**EXERCISE**
Quote the records that follow in full and exactly; leave out the pictures.

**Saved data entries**
☆ ☆ ☆ ☆

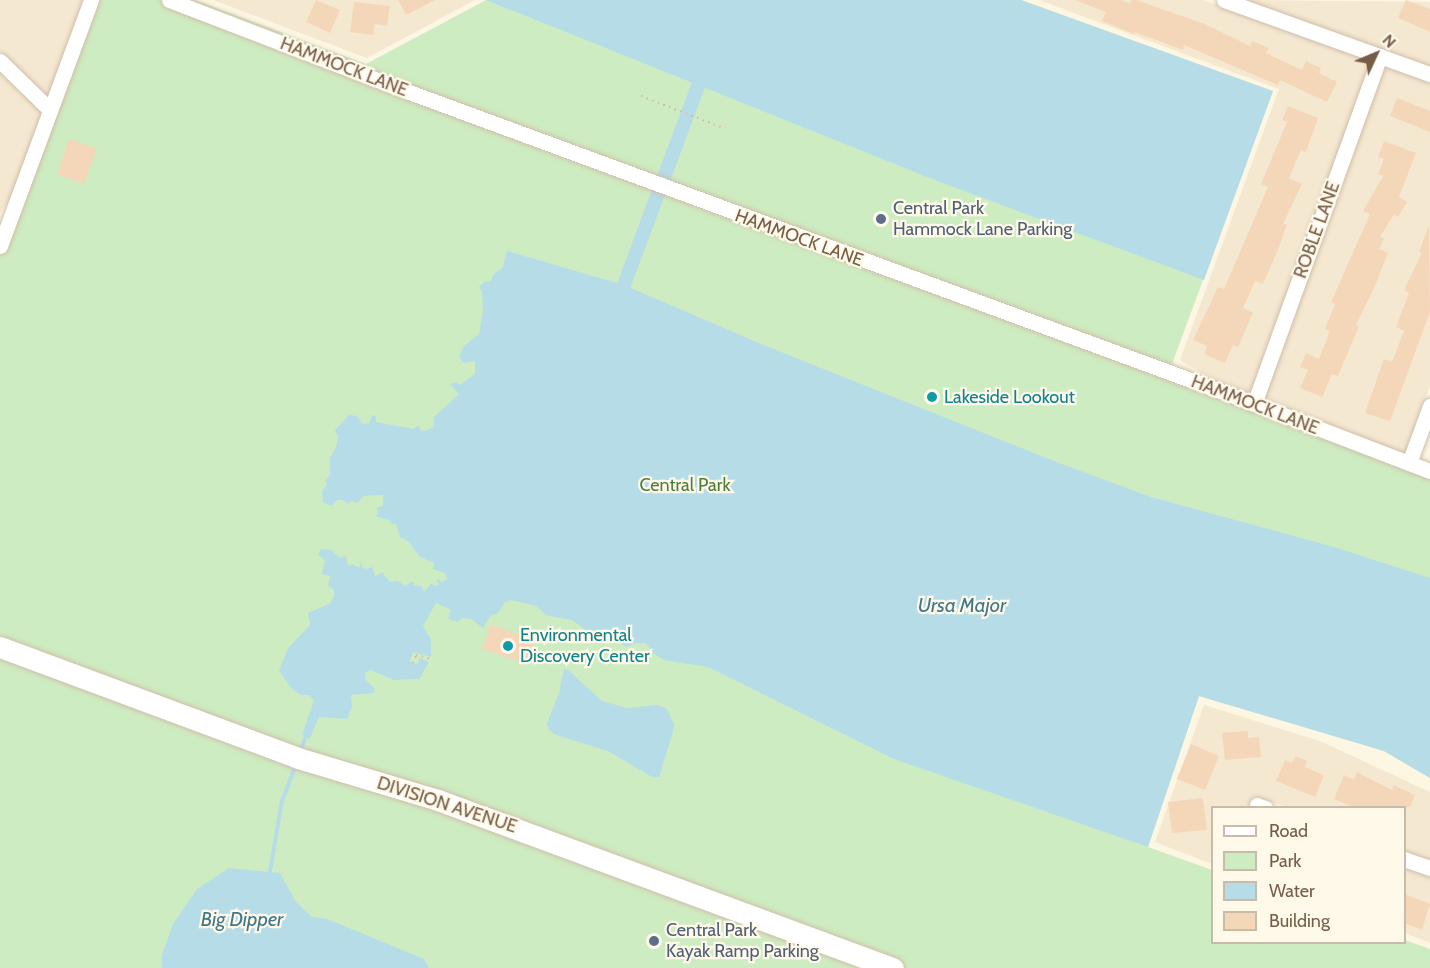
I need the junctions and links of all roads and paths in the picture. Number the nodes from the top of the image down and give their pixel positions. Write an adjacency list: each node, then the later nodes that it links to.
1 (91, 0): 8 (street)
2 (169, 0): 11 (street, HAMMOCK LANE)
3 (1224, 0): 4 (street)
4 (1380, 56): 6 (street); 11 (street, ROBLE LANE)
5 (0, 61): 8 (street)
6 (1430, 74)
7 (641, 96): 9 (path)
8 (50, 110): 10 (street)
9 (722, 127)
10 (0, 246)
11 (1254, 404): 13 (street, HAMMOCK LANE)
12 (1430, 406): 13 (street)
13 (1409, 463): 14 (street, HAMMOCK LANE)
14 (1430, 471)
15 (0, 647): 20 (street, DIVISION AVENUE)
16 (431, 659): 17 (path)
17 (413, 663)
18 (1406, 860): 19 (street)
19 (1430, 868)
20 (893, 968)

☆ ☆ ☆ ☆

**SOLUTION FOR THIS TASK**
I need the junctions and links of all roads and paths in the picture. Number the nodes from the top of the image down and give their pixel positions. Write an adjacency list: each node, then the later nodes that it links to.
1 (91, 0): 8 (street)
2 (169, 0): 11 (street, HAMMOCK LANE)
3 (1224, 0): 4 (street)
4 (1380, 56): 6 (street); 11 (street, ROBLE LANE)
5 (0, 61): 8 (street)
6 (1430, 74)
7 (641, 96): 9 (path)
8 (50, 110): 10 (street)
9 (722, 127)
10 (0, 246)
11 (1254, 404): 13 (street, HAMMOCK LANE)
12 (1430, 406): 13 (street)
13 (1409, 463): 14 (street, HAMMOCK LANE)
14 (1430, 471)
15 (0, 647): 20 (street, DIVISION AVENUE)
16 (431, 659): 17 (path)
17 (413, 663)
18 (1406, 860): 19 (street)
19 (1430, 868)
20 (893, 968)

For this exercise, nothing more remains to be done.